Tintin is cartoonist Hergé’s most famous creation, but certainly not the only one. The Hergé Museum in Louvain-la-Neuve, Belgium focuses on the entirety of Hergé’s oeuvre, his life, and his influences.
I went to have a look.
Visiting the Hergé Museum – the building
After the passing of Hergé in 1986, the Hergé Foundation was founded. This foundation dedicated itself to identifying and categorizing those parts of Hergé’s life and work that could later be exhibited in a museum. In 2001 it was decided that the museum would be built in Louvain-la-Neuve, only 30 km from Brussels, and in 2009 the Musée Hergé or the Hergé Museum opened its doors to the public.
The renowned French architect Christan de Portzamparc created a building with modern lines, big spaces, and clear connections between the different rooms. There are three floors with eight exhibitions rooms, a café, a museum shop, a restaurant and a small cinema. Visitors start their tour on the top level and end it back at the entrance hall.
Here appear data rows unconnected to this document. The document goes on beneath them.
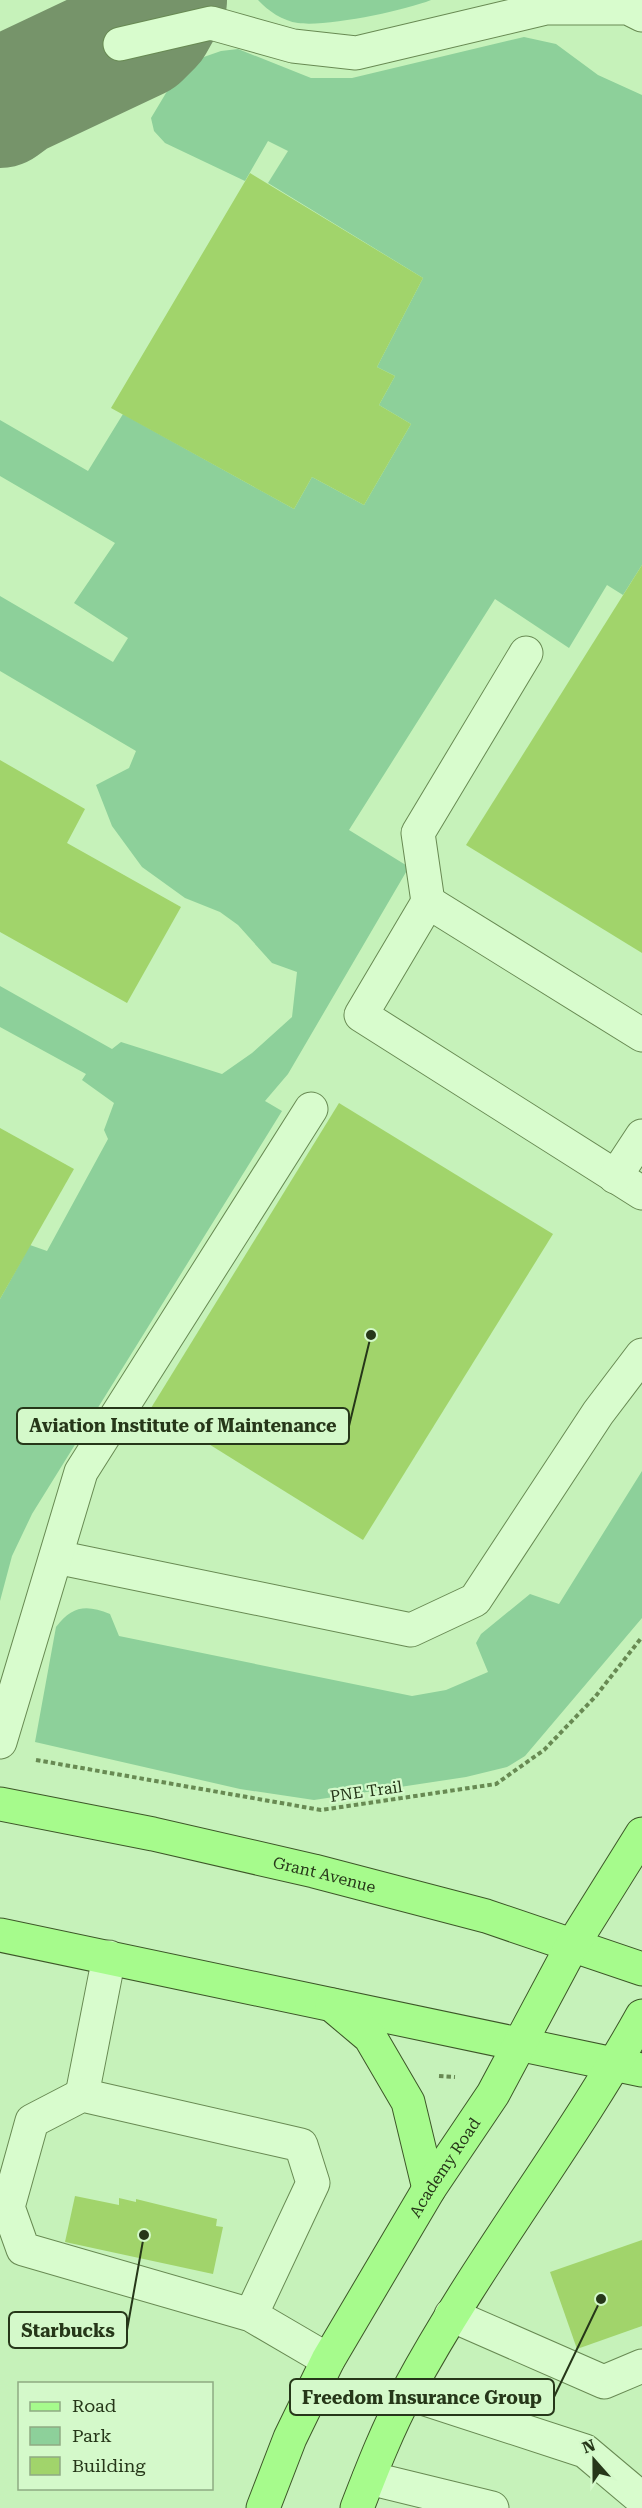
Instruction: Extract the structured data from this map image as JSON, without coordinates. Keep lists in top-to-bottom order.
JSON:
{
  "streets": {
    "main road": ["Grant Avenue", "Academy Road"],
    "path": ["PNE Trail"]
  },
  "crossings": [
    ["Grant Avenue", "Academy Road"]
  ],
  "places": ["Aviation Institute of Maintenance", "Starbucks", "Freedom Insurance Group"],
  "legend": ["Road", "Park", "Building"],
  "north": "top"
}
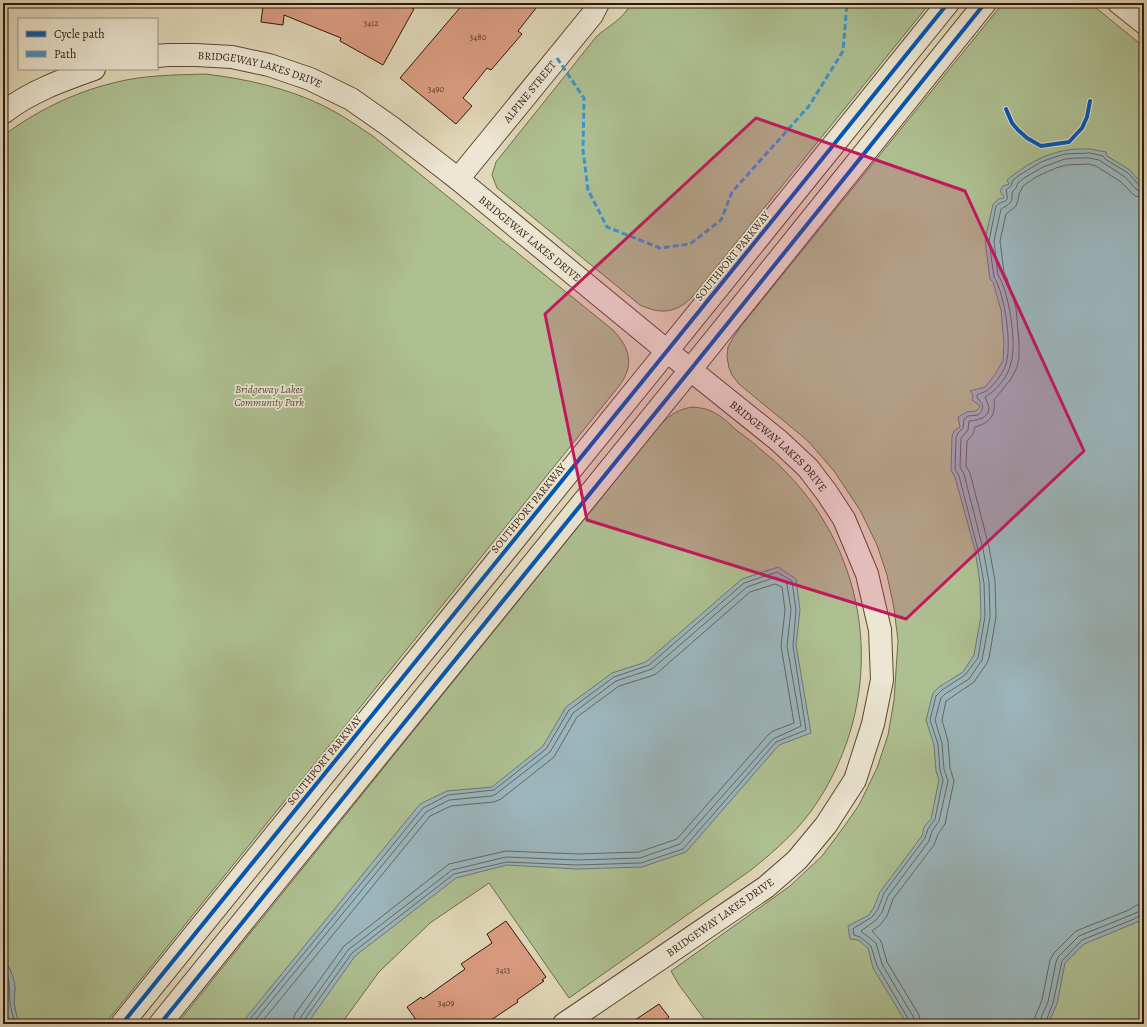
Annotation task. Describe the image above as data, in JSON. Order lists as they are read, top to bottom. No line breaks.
{"streets":{"street":["BRIDGEWAY LAKES DRIVE","ALPINE STREET","SOUTHPORT PARKWAY"]},"crossings":[["BRIDGEWAY LAKES DRIVE","ALPINE STREET"],["BRIDGEWAY LAKES DRIVE","SOUTHPORT PARKWAY"]],"parks":["Bridgeway Lakes Community Park"],"house_numbers":["3412","3480","3490","3413","3409"],"legend":["Cycle path","Path"]}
Visiting the Hergé Museum – the exhibition
All the exhibition rooms at the Hergé Museum are dedicated to a specific theme. These themes are illustrated with original drawings, magazine copies, personal items of the author as well as items related to his work, and, of course, the work itself.
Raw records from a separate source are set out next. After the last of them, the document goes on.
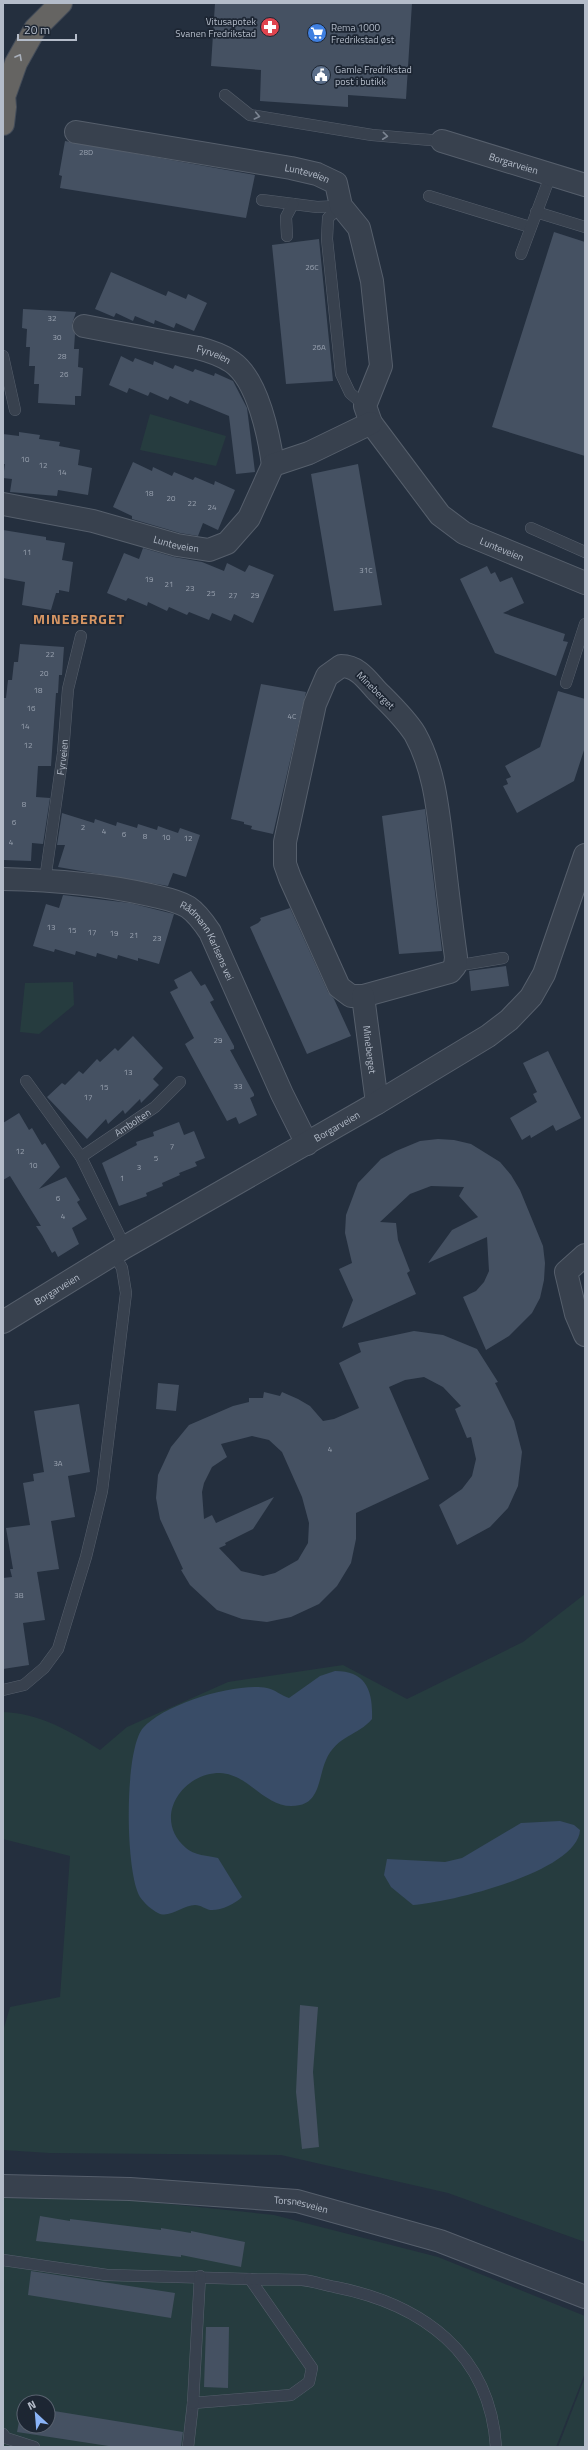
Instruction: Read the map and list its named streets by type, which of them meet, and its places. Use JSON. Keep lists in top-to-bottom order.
{
  "streets": {
    "street": [
      "Borgarveien",
      "Lunteveien",
      "Fyrveien",
      "Mineberget",
      "Rådmann Karlsens vei",
      "Torsnesveien"
    ],
    "lane": ["Ambolten"]
  },
  "crossings": [
    ["Borgarveien", "Mineberget"],
    ["Borgarveien", "Rådmann Karlsens vei"],
    ["Lunteveien", "Fyrveien"],
    ["Fyrveien", "Rådmann Karlsens vei"]
  ],
  "districts": ["MINEBERGET"],
  "places": {
    "pharmacy": ["Vitusapotek Svanen Fredrikstad"],
    "supermarket": ["Rema 1000 Fredrikstad øst"],
    "public building": ["Gamle Fredrikstad post i butikk"]
  },
  "house_numbers": [
    "28D",
    "26C",
    "32",
    "30",
    "26A",
    "28",
    "26",
    "10",
    "12",
    "14",
    "18",
    "20",
    "22",
    "24",
    "11",
    "31C",
    "19",
    "21",
    "23",
    "25",
    "27",
    "29",
    "22",
    "20",
    "18",
    "16",
    "4C",
    "14",
    "12",
    "8",
    "6",
    "2",
    "4",
    "6",
    "8",
    "10",
    "12",
    "4",
    "13",
    "15",
    "17",
    "19",
    "21",
    "23",
    "29",
    "13",
    "33",
    "15",
    "17",
    "7",
    "12",
    "5",
    "10",
    "3",
    "1",
    "6",
    "4",
    "4",
    "3A",
    "3B"
  ],
  "scale_bar": "20 m",
  "north": "top left"
}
On top of that each visitor is given a free audio/video guide. Each room gets about three explanations on the audio guide, and they’re really good. I’m usually not a big fan of audio guides as I like to visit an exhibition at my own pace, but there was so much to see at the Hergé Museum that I actually always finished listening to the explanations before I’d seen an entire room.
What’s also nice is that the guide isn’t just an audio guide but functions a bit like an iPod. It doesn’t only have the explanations on it, but also shows you what the explanations are talking about in the form of photos, extracts from comics and interview with Hergé on the screen. Some rooms even have small quizzes on the audio guide that let you test your knowledge of Hergé and his work.
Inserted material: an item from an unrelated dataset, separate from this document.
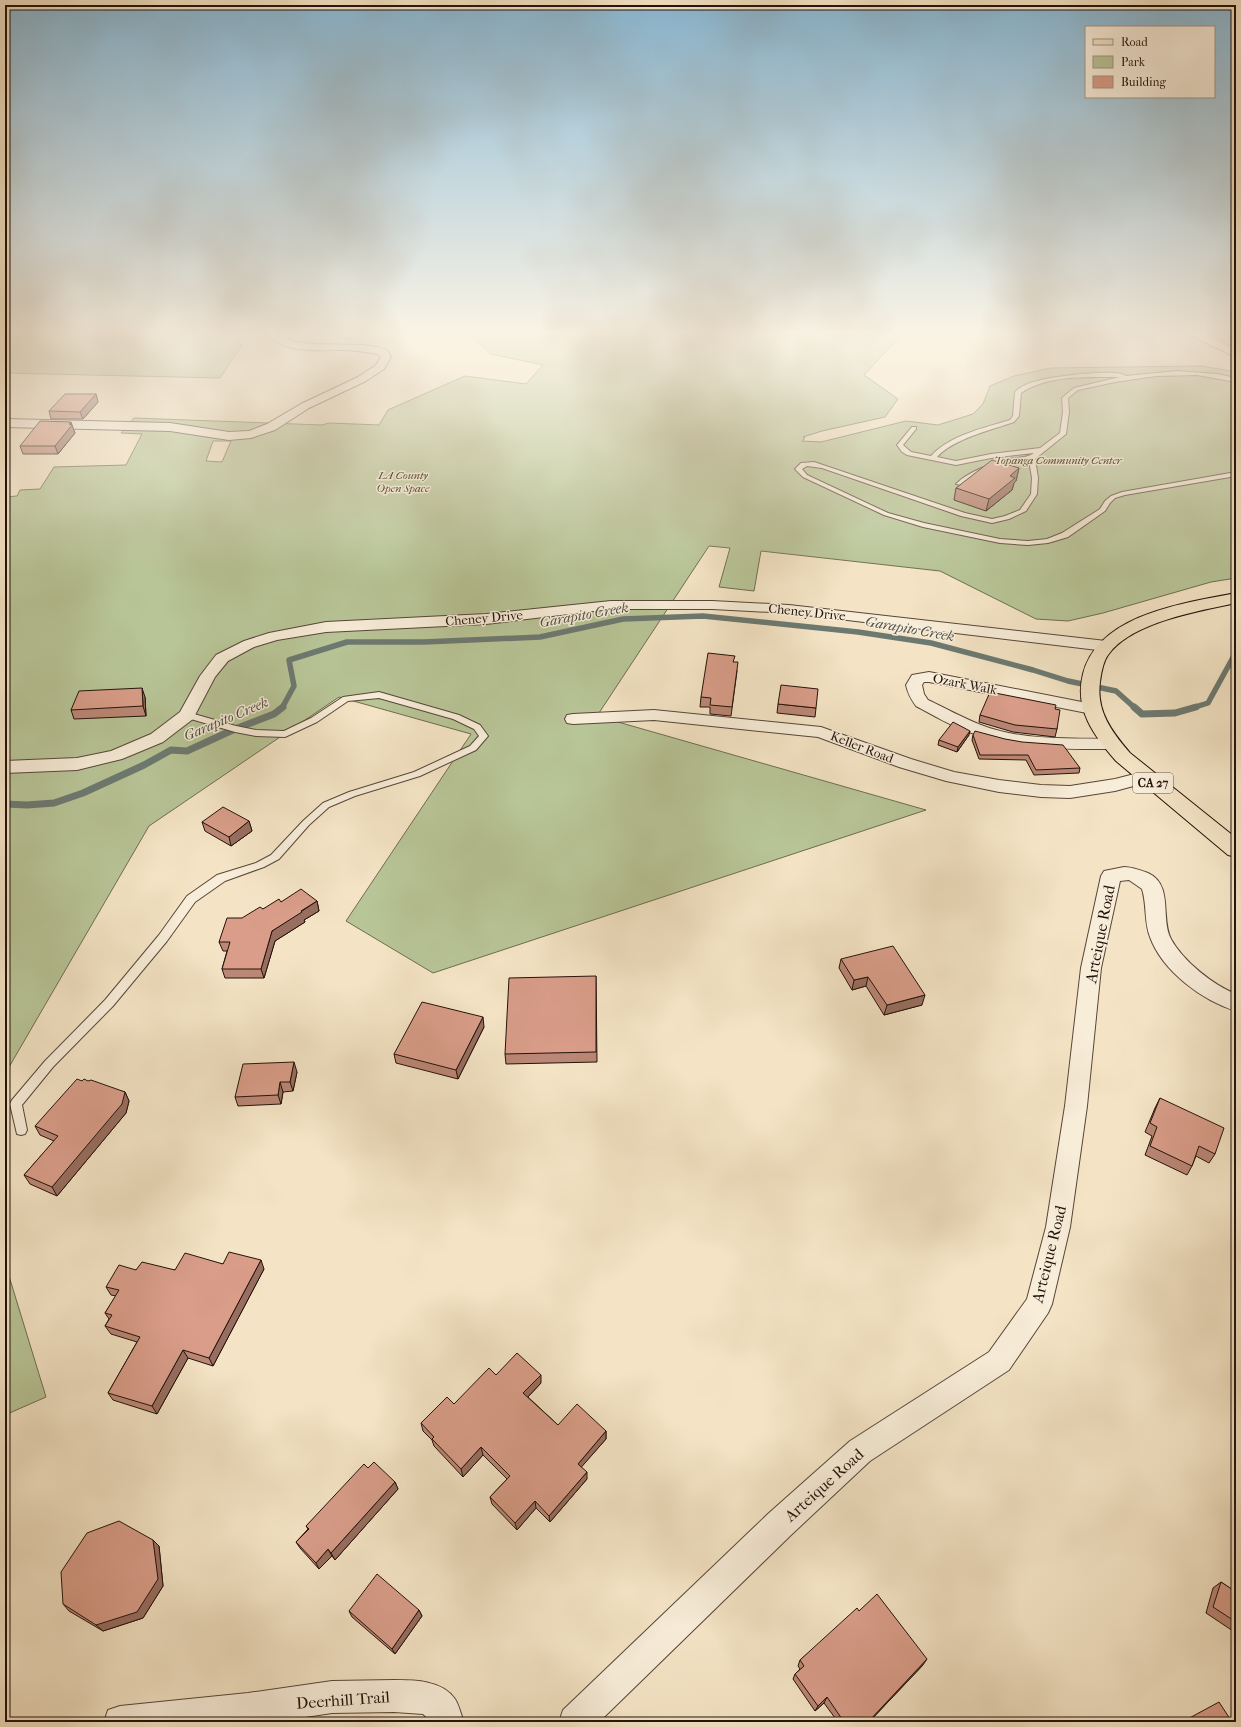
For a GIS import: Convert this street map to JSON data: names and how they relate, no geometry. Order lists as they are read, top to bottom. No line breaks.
{"streets":{"main road":["CA 27"],"street":["Cheney Drive","Ozark Walk","Keller Road","Arteique Road","Deerhill Trail"]},"crossings":[["Cheney Drive","CA 27"],["Ozark Walk","CA 27"],["Keller Road","CA 27"]],"water":["Garapito Creek"],"parks":["Topanga Community Center","LA County Open Space"],"legend":["Road","Park","Building"]}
Room 1 – The life of Hergé
Room 1 gives us a biography of Hergé, illustrated with personal items and some of his earliest work.
Hergé was born as Georges Remi in 1907 in Etterbeek, Brussels. Ever since he was a child he loved drawing and when he joined the Boy Scouts he started creating comics for boy scout magazines such as Le Boy Scout. That’s also where his first real comic appeared as a series, TTotor, C.D. des Hannetons. Being in the boy scout movement will greatly influence Hergé and Tintin is often seen as the stereotype of a boy scout.
In 1924, Georges starts signing his work with “Hergé”. It’s a pseudonym derived from his own name: take the initials of Georges Remi, turn them around and you get R.G., pronounced as “Hergé” in French.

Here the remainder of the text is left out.